Some fluorescents given 2-year reprieve

The Dept. of Energy has post-poned the "phase-out" date to July 14, 2014, for three T-8 general-service fluorescent lamps (GSFLs) after exception requests were filed by three companies.

05/07/2012


Responding to three individually filed exception requests, the U.S. Dept. of Energy (DOE) has postponed by two years – to July 14, 2014 – the “phase-out” date for 700-series T-8 general-service fluorescent lamps (GSFLs) manufactured by GE Lighting (GE); OSRAM SYLVANIA, Inc. (OSI); and Philips Lighting Company (Philips).
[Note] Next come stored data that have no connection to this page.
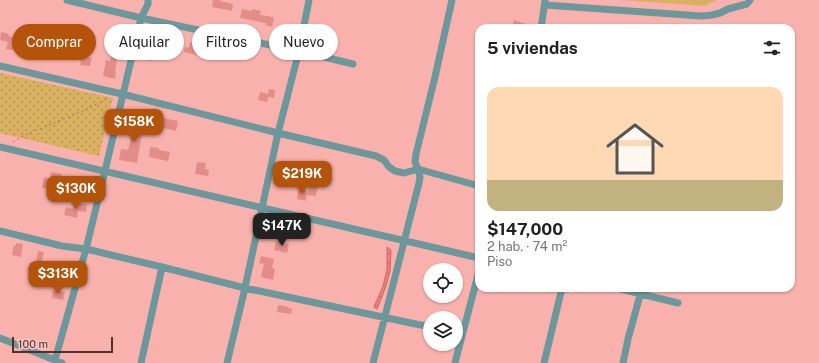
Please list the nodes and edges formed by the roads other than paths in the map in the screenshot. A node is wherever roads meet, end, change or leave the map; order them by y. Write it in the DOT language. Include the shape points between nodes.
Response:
graph roads {
  1 [pos="67,0"];
  2 [pos="148,0"];
  3 [pos="309,0"];
  4 [pos="452,0"];
  5 [pos="750,0"];
  6 [pos="545,2"];
  7 [pos="141,18"];
  8 [pos="304,24"];
  9 [pos="542,24"];
  10 [pos="269,45"];
  11 [pos="297,60"];
  12 [pos="336,60"];
  13 [pos="353,64"];
  14 [pos="0,66"];
  15 [pos="122,94"];
  16 [pos="278,133"];
  17 [pos="2,147"];
  18 [pos="418,169"];
  19 [pos="105,171"];
  20 [pos="475,185"];
  21 [pos="262,208"];
  22 [pos="0,231"];
  23 [pos="404,240"];
  24 [pos="86,249"];
  25 [pos="475,257"];
  26 [pos="162,267"];
  27 [pos="475,283"];
  28 [pos="245,288"];
  29 [pos="561,292"];
  30 [pos="641,292"];
  31 [pos="644,292"];
  32 [pos="678,303"];
  33 [pos="384,317"];
  34 [pos="463,321"];
  35 [pos="423,325"];
  36 [pos="0,338"];
  37 [pos="457,351"];
  38 [pos="55,360"];
  39 [pos="62,363"];
  40 [pos="142,363"];
  41 [pos="227,363"];
  42 [pos="373,363"];
  43 [pos="455,363"];
  44 [pos="544,363"];
  45 [pos="623,363"];
  1 -- 7 [label="street"];
  2 -- 7 [label="street"];
  3 -- 8 [label="street"];
  4 -- 18 [label="street" via="416,154 415,162"];
  5 -- 6 [label="street" via="747,4 720,13 701,16"];
  6 -- 9 [label="street"];
  7 -- 10 [label="street"];
  7 -- 15 [label="street"];
  11 -- 16 [label="street"];
  12 -- 13 [label="street"];
  14 -- 15 [label="street"];
  15 -- 16 [label="street"];
  15 -- 19 [label="street"];
  16 -- 18 [label="street" via="376,156 395,171 404,174"];
  16 -- 21 [label="street"];
  17 -- 19 [label="street"];
  18 -- 20 [label="street"];
  18 -- 23 [label="street" via="419,183"];
  19 -- 21 [label="street"];
  19 -- 24 [label="street"];
  21 -- 23 [label="street"];
  21 -- 28 [label="street"];
  22 -- 24 [label="street"];
  23 -- 25 [label="street"];
  23 -- 33 [label="street"];
  24 -- 26 [label="street"];
  24 -- 38 [label="street"];
  26 -- 28 [label="street"];
  26 -- 40 [label="street"];
  27 -- 34 [label="street"];
  28 -- 33 [label="street"];
  28 -- 41 [label="street"];
  29 -- 44 [label="street"];
  30 -- 45 [label="street"];
  31 -- 32 [label="street"];
  33 -- 35 [label="street"];
  33 -- 42 [label="street"];
  36 -- 38 [label="street"];
  37 -- 43 [label="street"];
  38 -- 39 [label="street"];
}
Only companies that have been excepted by DOE may continue to manufacture or import the T-8 GSFLs in question beyond July 14, 2012. The lamps involved are the 4-foot medium bi-pin, 2-foot U-shaped, 8-foot Slimline, and 8-foot high-output 700-series T-8s. 
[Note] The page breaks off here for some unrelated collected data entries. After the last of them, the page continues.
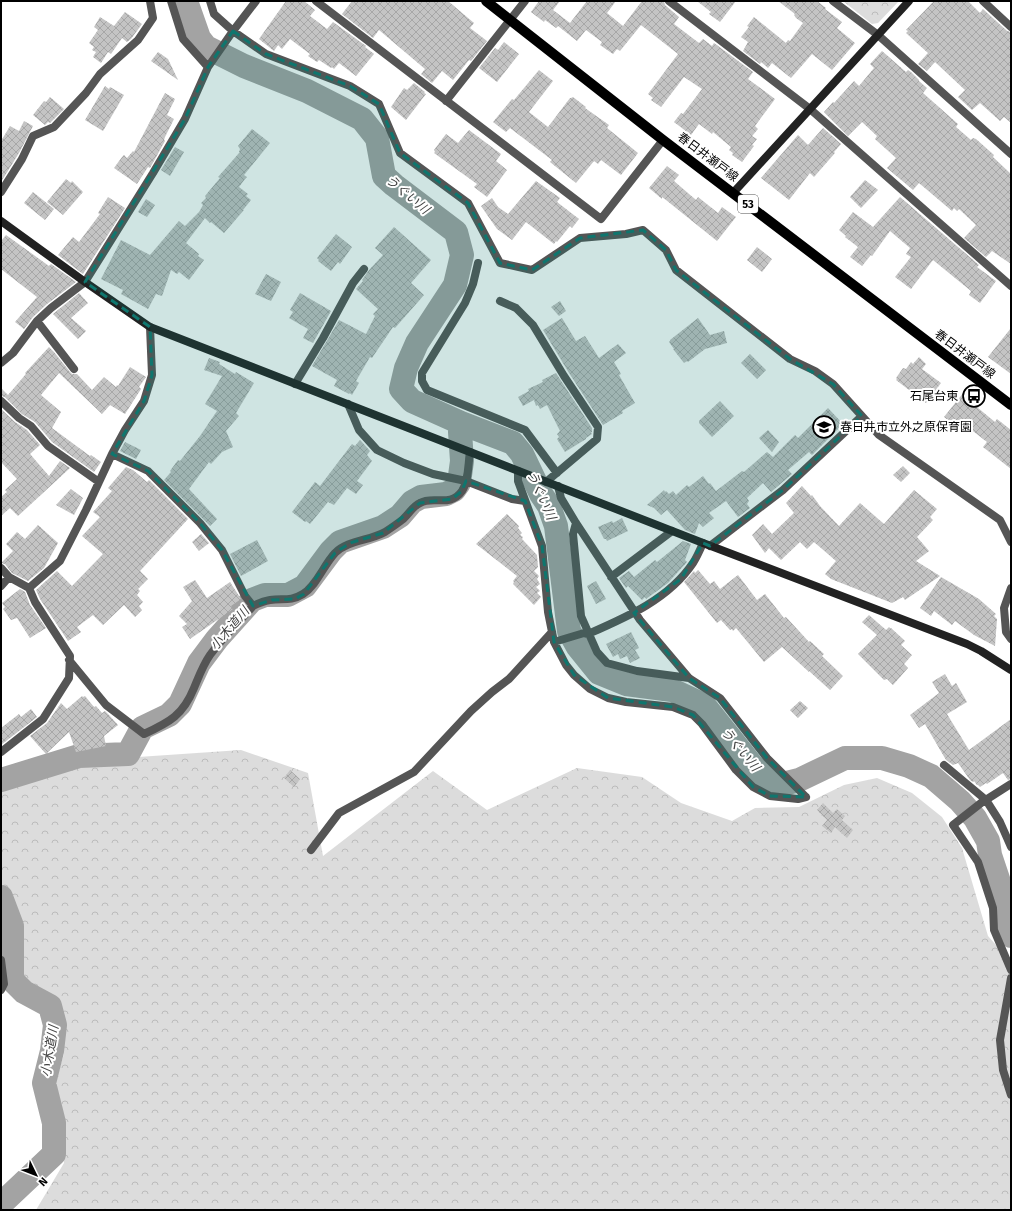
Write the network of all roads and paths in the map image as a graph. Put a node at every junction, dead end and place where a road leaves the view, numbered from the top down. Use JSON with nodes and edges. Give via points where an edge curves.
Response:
{"nodes":[{"id":1,"x":150,"y":1,"type":"edge"},
{"id":2,"x":171,"y":1,"type":"edge"},
{"id":3,"x":210,"y":1,"type":"edge"},
{"id":4,"x":256,"y":1,"type":"edge"},
{"id":5,"x":316,"y":1,"type":"edge"},
{"id":6,"x":486,"y":1,"type":"edge"},
{"id":7,"x":526,"y":1,"type":"edge"},
{"id":8,"x":669,"y":1,"type":"edge"},
{"id":9,"x":833,"y":1,"type":"edge"},
{"id":10,"x":909,"y":1,"type":"edge"},
{"id":11,"x":983,"y":1,"type":"edge"},
{"id":12,"x":510,"y":20,"type":"junction"},
{"id":13,"x":1011,"y":27,"type":"edge"},
{"id":14,"x":233,"y":31,"type":"junction"},
{"id":15,"x":878,"y":35,"type":"junction"},
{"id":16,"x":208,"y":67,"type":"junction"},
{"id":17,"x":446,"y":100,"type":"junction"},
{"id":18,"x":810,"y":109,"type":"junction"},
{"id":19,"x":664,"y":140,"type":"junction"},
{"id":20,"x":1011,"y":154,"type":"edge"},
{"id":21,"x":1,"y":192,"type":"edge"},
{"id":22,"x":733,"y":193,"type":"junction"},
{"id":23,"x":1,"y":221,"type":"edge"},
{"id":24,"x":478,"y":263,"type":"dead end"},
{"id":25,"x":364,"y":269,"type":"dead end"},
{"id":26,"x":85,"y":282,"type":"junction"},
{"id":27,"x":1011,"y":286,"type":"edge"},
{"id":28,"x":500,"y":300,"type":"dead end"},
{"id":29,"x":38,"y":321,"type":"junction"},
{"id":30,"x":150,"y":327,"type":"junction"},
{"id":31,"x":1,"y":363,"type":"edge"},
{"id":32,"x":74,"y":369,"type":"dead end"},
{"id":33,"x":295,"y":384,"type":"junction"},
{"id":34,"x":1,"y":401,"type":"edge"},
{"id":35,"x":348,"y":404,"type":"junction"},
{"id":36,"x":1011,"y":405,"type":"edge"},
{"id":37,"x":862,"y":416,"type":"junction"},
{"id":38,"x":469,"y":452,"type":"junction"},
{"id":39,"x":112,"y":454,"type":"junction"},
{"id":40,"x":518,"y":471,"type":"junction"},
{"id":41,"x":557,"y":473,"type":"junction"},
{"id":42,"x":466,"y":481,"type":"junction"},
{"id":43,"x":99,"y":482,"type":"junction"},
{"id":44,"x":546,"y":482,"type":"junction"},
{"id":45,"x":558,"y":486,"type":"junction"},
{"id":46,"x":525,"y":501,"type":"junction"},
{"id":47,"x":576,"y":523,"type":"junction"},
{"id":48,"x":672,"y":531,"type":"junction"},
{"id":49,"x":1011,"y":542,"type":"edge"},
{"id":50,"x":706,"y":545,"type":"junction"},
{"id":51,"x":1,"y":568,"type":"edge"},
{"id":52,"x":611,"y":576,"type":"junction"},
{"id":53,"x":9,"y":577,"type":"junction"},
{"id":54,"x":1,"y":586,"type":"edge"},
{"id":55,"x":30,"y":588,"type":"junction"},
{"id":56,"x":1011,"y":588,"type":"edge"},
{"id":57,"x":254,"y":606,"type":"junction"},
{"id":58,"x":634,"y":613,"type":"junction"},
{"id":59,"x":552,"y":632,"type":"junction"},
{"id":60,"x":588,"y":634,"type":"junction"},
{"id":61,"x":1011,"y":639,"type":"edge"},
{"id":62,"x":554,"y":642,"type":"junction"},
{"id":63,"x":70,"y":660,"type":"junction"},
{"id":64,"x":1011,"y":670,"type":"edge"},
{"id":65,"x":689,"y":678,"type":"junction"},
{"id":66,"x":1,"y":752,"type":"edge"},
{"id":67,"x":944,"y":765,"type":"dead end"},
{"id":68,"x":1011,"y":784,"type":"edge"},
{"id":69,"x":983,"y":802,"type":"junction"},
{"id":70,"x":1011,"y":847,"type":"edge"},
{"id":71,"x":311,"y":850,"type":"dead end"},
{"id":72,"x":1,"y":960,"type":"edge"},
{"id":73,"x":1011,"y":970,"type":"edge"},
{"id":74,"x":1011,"y":978,"type":"edge"},
{"id":75,"x":1,"y":990,"type":"edge"},
{"id":76,"x":1011,"y":1095,"type":"edge"}],
"edges":[{"from":1,"to":21,"type":"street","via":[[153,18],[138,40],[100,74],[54,127],[33,136]]},
{"from":2,"to":16,"type":"street","via":[[182,39]]},
{"from":3,"to":14,"type":"street","via":[[214,14]]},
{"from":4,"to":14,"type":"street"},
{"from":5,"to":17,"type":"street"},
{"from":6,"to":12,"type":"main road","name":"春日井瀬戸線","number":"53"},
{"from":7,"to":12,"type":"street"},
{"from":8,"to":18,"type":"street"},
{"from":9,"to":15,"type":"street"},
{"from":10,"to":15,"type":"street"},
{"from":11,"to":13,"type":"street"},
{"from":12,"to":17,"type":"street"},
{"from":12,"to":19,"type":"main road","name":"春日井瀬戸線","number":"53"},
{"from":14,"to":16,"type":"street"},
{"from":14,"to":37,"type":"street","via":[[266,54],[350,86],[379,104],[400,153],[468,203],[500,264],[532,270],[580,238],[643,230],[666,250],[676,270],[790,359],[815,371],[832,384]]},
{"from":15,"to":18,"type":"street"},
{"from":15,"to":20,"type":"street"},
{"from":16,"to":26,"type":"street","via":[[185,119]]},
{"from":17,"to":19,"type":"street","via":[[601,219]]},
{"from":18,"to":22,"type":"street"},
{"from":18,"to":27,"type":"street"},
{"from":19,"to":22,"type":"main road","name":"春日井瀬戸線","number":"53"},
{"from":22,"to":36,"type":"main road","name":"春日井瀬戸線","number":"53"},
{"from":23,"to":26,"type":"street"},
{"from":24,"to":41,"type":"street","via":[[465,303],[422,373],[422,381],[428,390],[525,430]]},
{"from":25,"to":33,"type":"street","via":[[353,283],[324,338]]},
{"from":26,"to":29,"type":"street"},
{"from":26,"to":30,"type":"street"},
{"from":28,"to":41,"type":"street","via":[[516,308],[533,325],[598,427],[597,439]]},
{"from":29,"to":31,"type":"street","via":[[13,353]]},
{"from":29,"to":32,"type":"street"},
{"from":30,"to":33,"type":"street"},
{"from":30,"to":39,"type":"street","via":[[152,375],[144,401]]},
{"from":33,"to":35,"type":"street"},
{"from":34,"to":43,"type":"street","via":[[31,426],[48,446]]},
{"from":35,"to":38,"type":"street"},
{"from":35,"to":42,"type":"street","via":[[358,430],[378,450],[433,474]]},
{"from":37,"to":49,"type":"street","via":[[879,435],[1000,520]]},
{"from":37,"to":50,"type":"street","via":[[783,490]]},
{"from":38,"to":40,"type":"street"},
{"from":38,"to":42,"type":"street"},
{"from":39,"to":43,"type":"street"},
{"from":39,"to":57,"type":"street","via":[[148,471],[200,523],[222,550],[245,596]]},
{"from":40,"to":44,"type":"street"},
{"from":40,"to":46,"type":"street","via":[[518,481]]},
{"from":41,"to":44,"type":"street"},
{"from":42,"to":46,"type":"street","via":[[512,499]]},
{"from":42,"to":57,"type":"street","via":[[462,491],[452,499],[420,503],[401,521],[383,533],[350,543],[335,553],[304,594],[295,598],[262,602]]},
{"from":43,"to":55,"type":"street","via":[[60,561]]},
{"from":44,"to":45,"type":"street"},
{"from":45,"to":47,"type":"street","via":[[561,498]]},
{"from":45,"to":48,"type":"street"},
{"from":46,"to":59,"type":"street","via":[[542,546]]},
{"from":47,"to":52,"type":"street"},
{"from":47,"to":60,"type":"street","via":[[573,534],[581,616]]},
{"from":48,"to":50,"type":"street"},
{"from":48,"to":52,"type":"street"},
{"from":50,"to":58,"type":"street","via":[[680,579]]},
{"from":50,"to":64,"type":"street","via":[[967,644]]},
{"from":51,"to":53,"type":"street"},
{"from":52,"to":58,"type":"street"},
{"from":53,"to":54,"type":"street"},
{"from":53,"to":55,"type":"street"},
{"from":55,"to":63,"type":"street","via":[[35,602],[70,656]]},
{"from":56,"to":61,"type":"street","via":[[1004,608],[1006,632]]},
{"from":57,"to":63,"type":"street","via":[[210,655],[180,712],[165,724],[144,734],[106,705]]},
{"from":58,"to":60,"type":"street"},
{"from":58,"to":65,"type":"street"},
{"from":59,"to":62,"type":"street"},
{"from":59,"to":71,"type":"street","via":[[509,679],[471,711],[414,772],[339,813]]},
{"from":60,"to":62,"type":"street"},
{"from":60,"to":65,"type":"street","via":[[597,652],[607,663],[637,671]]},
{"from":62,"to":65,"type":"street","via":[[566,665],[590,689],[608,698],[673,707],[693,715],[736,770],[753,787],[770,796],[798,799],[806,797],[767,758],[720,698]]},
{"from":63,"to":66,"type":"street","via":[[69,678],[43,719]]},
{"from":67,"to":69,"type":"street"},
{"from":68,"to":69,"type":"street"},
{"from":69,"to":70,"type":"street","via":[[1000,822]]},
{"from":69,"to":73,"type":"street","via":[[953,825],[978,862],[993,908],[994,930]]},
{"from":72,"to":75,"type":"street","via":[[4,984]]},
{"from":74,"to":76,"type":"street","via":[[1000,1040],[1003,1070]]}]}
DOE’s Office of Hearings and Appeals (OHA) granted the extensions to GE, OSI, and Philips, all three of which are National Lighting Bureau sponsors. The basis for the exceptions was the growing scarcity and escalating cost of the rare-earth oxides used to manufacture the phosphors intrinsic to the proper functioning of fluorescent lamps. The severe supply/cost difficulties have been caused by manufacturing and export regulations subsequently instituted by China. According to the DOE OHA ruling, “China now controls approximately 97% of the world-wide supply of rare earth elements and rare earth oxides, and has adopted policies that have drastically reduced the volumes of rare earth elements and oxides that can be exported to U.S. lighting manufacturers.” 

The impact of China’s rare-earth market manipulations is underscored by a National Electrical Manufacturers Association (NEMA) report that world prices for terbium increased at an annual rate of more than 400% in 2011; for europium oxides, the 2011 escalation rate exceeded 500%. 
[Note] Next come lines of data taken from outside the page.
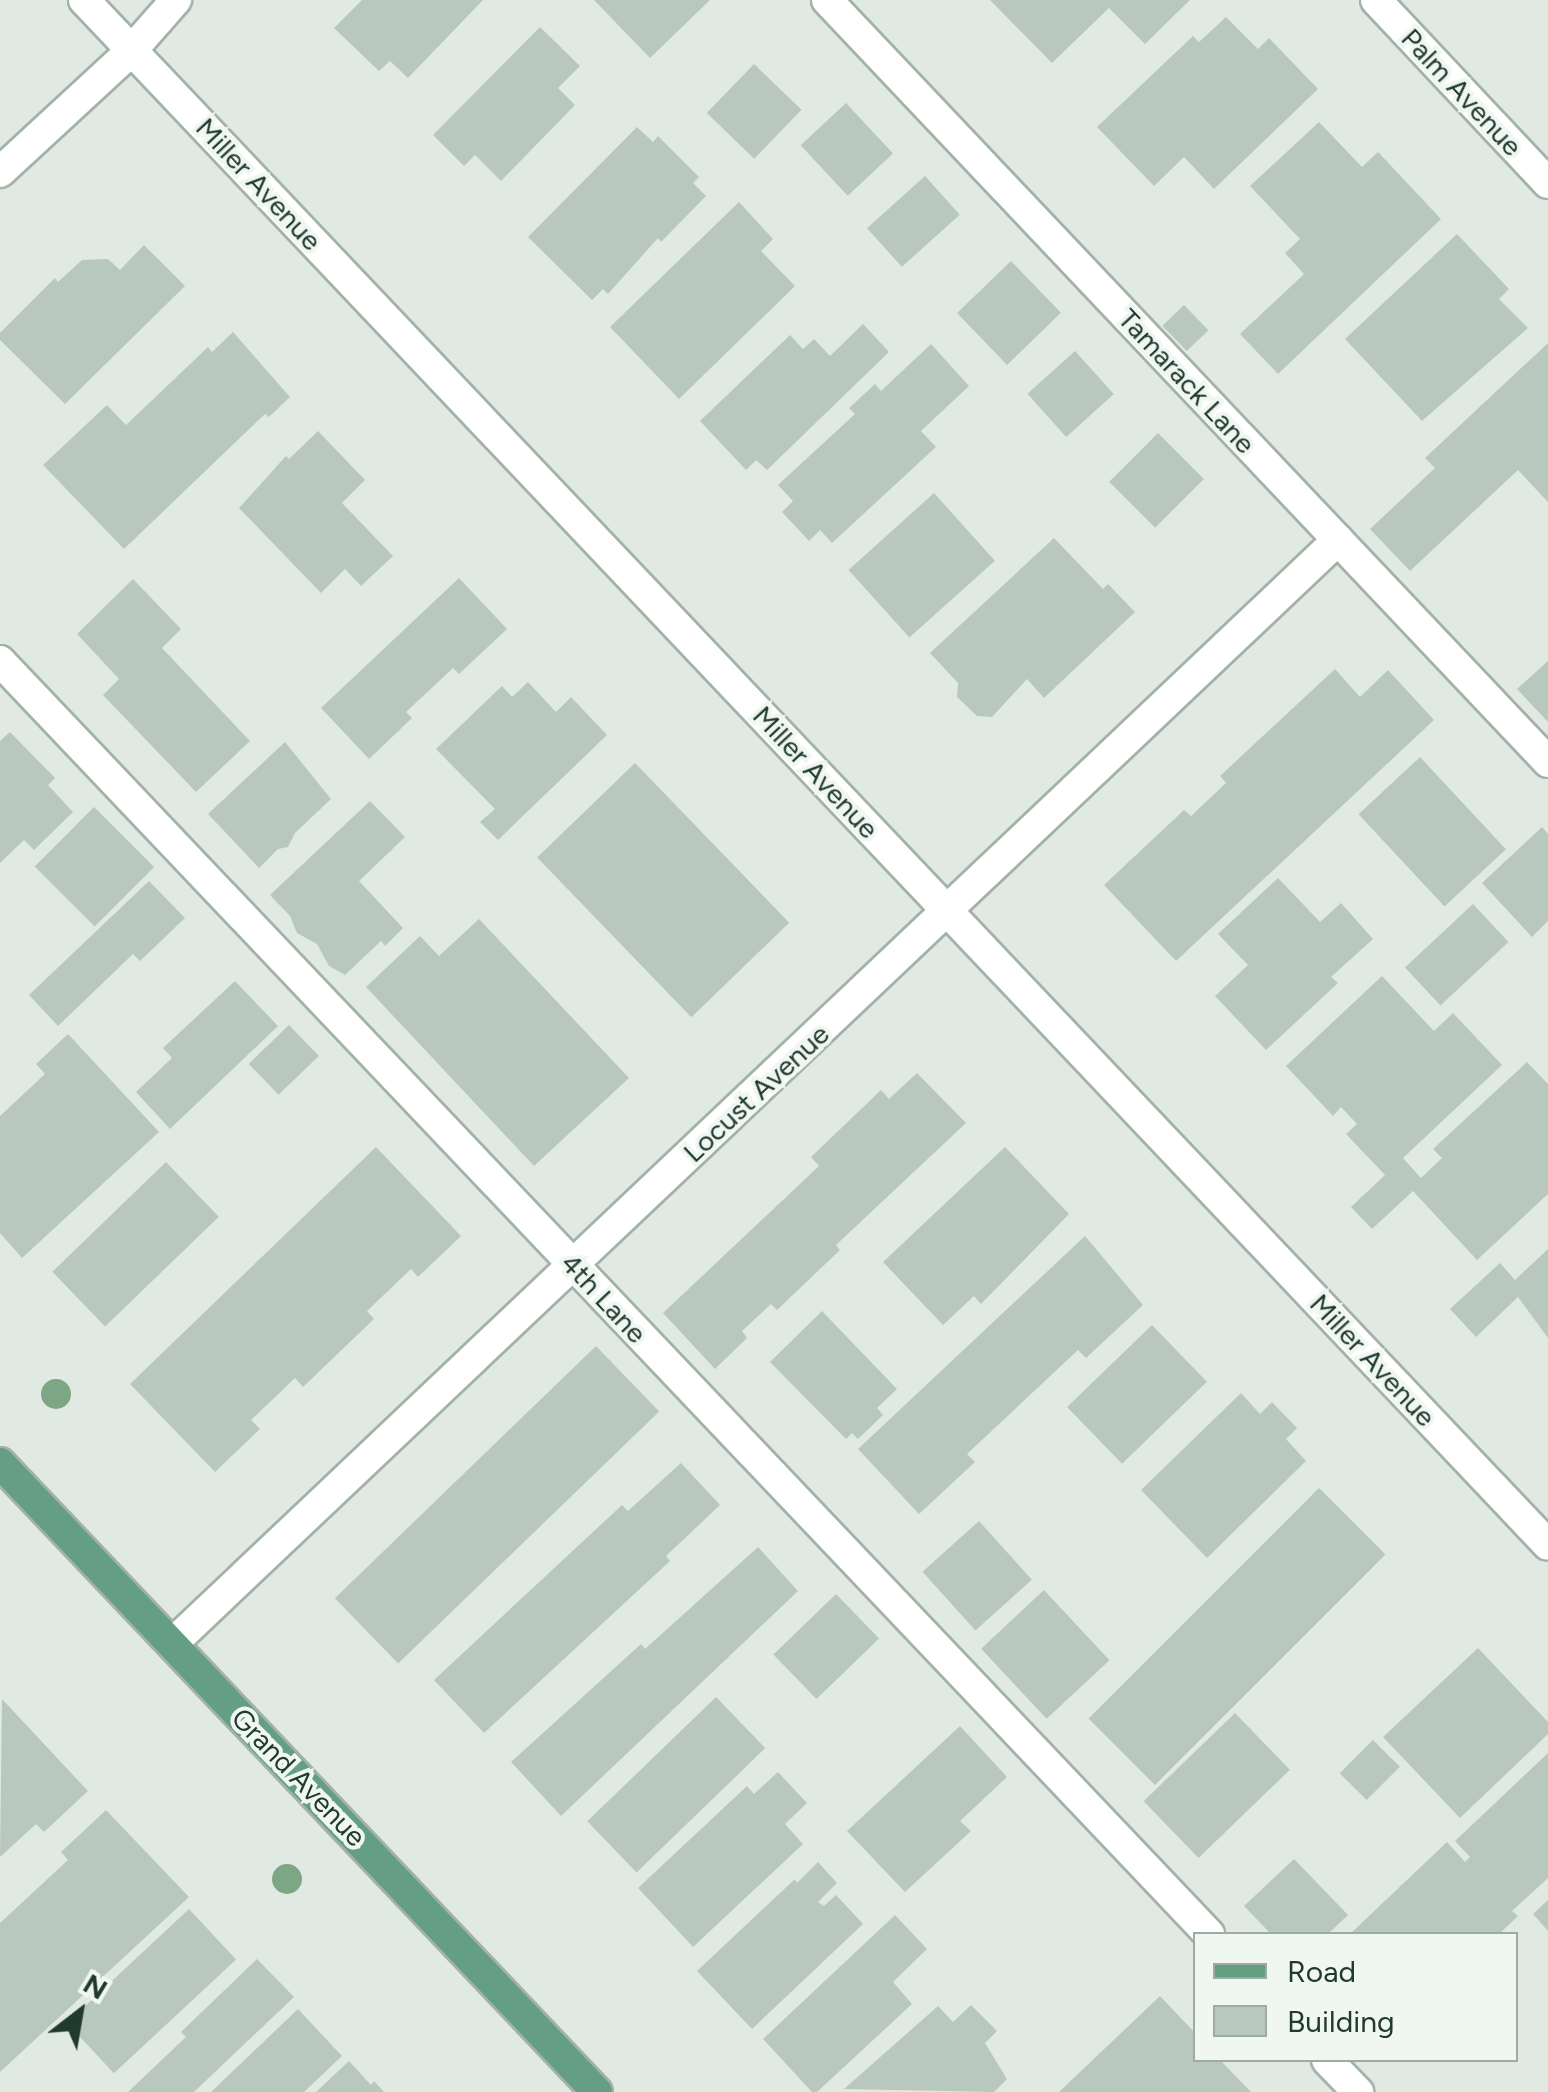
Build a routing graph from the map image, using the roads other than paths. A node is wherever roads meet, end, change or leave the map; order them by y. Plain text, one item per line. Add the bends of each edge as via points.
1 (84, 0) edge
2 (176, 0) edge
3 (827, 0) edge
4 (1376, 0) edge
5 (132, 50) junction
6 (0, 172) edge
7 (1548, 183) edge
8 (1338, 540) junction
9 (0, 661) edge
10 (1548, 762) edge
11 (948, 912) junction
12 (573, 1264) junction
13 (0, 1463) edge
14 (1548, 1545) edge
15 (172, 1644) junction
16 (1207, 1932) edge
17 (1330, 2062) edge
18 (597, 2092) edge
19 (1358, 2092) edge

1 - 5 street, Miller Avenue
2 - 5 street
3 - 8 street, Tamarack Lane
4 - 7 street, Palm Avenue
5 - 6 street
5 - 11 street, Miller Avenue
8 - 10 street, Tamarack Lane
8 - 11 street, Locust Avenue
9 - 12 street, 4th Lane
11 - 12 street, Locust Avenue
11 - 14 street, Miller Avenue
12 - 15 street, Locust Avenue
12 - 16 street, 4th Lane
13 - 15 main road, Grand Avenue
15 - 18 main road, Grand Avenue
17 - 19 street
According to National Lighting Bureau Chair Howard P. Lewis (Lighting Alternatives, Inc.), the Illuminating Engineering Society of North America’s (IES’) representative on the Bureau board of directors, had the 700-series T-8 phase-out been allowed to take effect on July 14, 2012, 800-series T-8s would have been among the most logical alternatives. The cost of 800-series T-8s exceeds that of 700-series T-8s because the rare-earth content of 800-series T-8s significantly exceeds that of 700-series T-8s. Mr. Lewis observed that, “This ruling enhances affordability at a time when it’s needed. We applaud DOE for its good judgment, and GE, OSI, and Philips for seeking the exceptions.”